Task prompt: For this exercise, repeat the records below exactly as written.

Data:
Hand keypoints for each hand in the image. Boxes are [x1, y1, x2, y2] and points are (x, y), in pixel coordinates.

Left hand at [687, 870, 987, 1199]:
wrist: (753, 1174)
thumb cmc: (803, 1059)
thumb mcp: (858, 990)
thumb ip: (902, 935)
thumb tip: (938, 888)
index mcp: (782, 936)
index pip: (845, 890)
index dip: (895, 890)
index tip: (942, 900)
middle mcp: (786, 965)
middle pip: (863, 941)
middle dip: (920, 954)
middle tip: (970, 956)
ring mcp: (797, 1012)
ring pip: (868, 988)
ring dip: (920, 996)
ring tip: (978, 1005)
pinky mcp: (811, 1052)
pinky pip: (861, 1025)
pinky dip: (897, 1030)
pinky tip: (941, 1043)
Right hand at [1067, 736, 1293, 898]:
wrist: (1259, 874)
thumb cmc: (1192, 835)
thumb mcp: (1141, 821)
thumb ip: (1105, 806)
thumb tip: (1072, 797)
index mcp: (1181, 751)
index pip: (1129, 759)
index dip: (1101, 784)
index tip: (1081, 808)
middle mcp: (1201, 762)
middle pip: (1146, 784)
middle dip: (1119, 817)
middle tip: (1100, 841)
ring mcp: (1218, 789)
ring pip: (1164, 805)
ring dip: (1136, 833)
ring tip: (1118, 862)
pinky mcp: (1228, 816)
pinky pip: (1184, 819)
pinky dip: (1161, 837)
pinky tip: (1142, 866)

The completed task:
Hand keypoints for each hand in the image. Boxes are [x1, y1, x2, y2] and points are (x, y), in pixel coordinates.

Left hand at [687, 870, 987, 1199]:
wrist: (753, 1174)
thumb cmc: (803, 1059)
thumb mcp: (858, 990)
thumb ip: (902, 935)
thumb tip: (938, 888)
index mcp: (782, 936)
index pip: (845, 890)
index dip: (895, 890)
index tip: (942, 900)
middle mcp: (786, 965)
middle pip: (863, 941)
middle dip: (920, 954)
middle tip: (970, 956)
ring mcp: (797, 1012)
ring pip: (868, 988)
ring dip: (920, 996)
ring tip: (978, 1005)
pinky mcp: (811, 1052)
pinky pip: (861, 1025)
pinky dip: (897, 1030)
pinky tip: (941, 1043)
Right hand at [1067, 736, 1293, 898]:
wrist: (1259, 874)
thumb cmc: (1192, 835)
thumb mcp: (1141, 821)
thumb ip: (1105, 806)
thumb tip: (1072, 797)
index mcp: (1181, 751)
index pip: (1129, 759)
index dip: (1101, 784)
index tip: (1081, 808)
middle mcp: (1201, 762)
middle pip: (1146, 784)
middle dip: (1119, 817)
middle tip: (1100, 841)
ring mcp: (1218, 789)
ring pip: (1164, 805)
ring dip: (1136, 833)
ring tip: (1118, 862)
pinky mcp: (1228, 816)
pinky pip: (1184, 819)
pinky dip: (1161, 837)
pinky tip: (1142, 866)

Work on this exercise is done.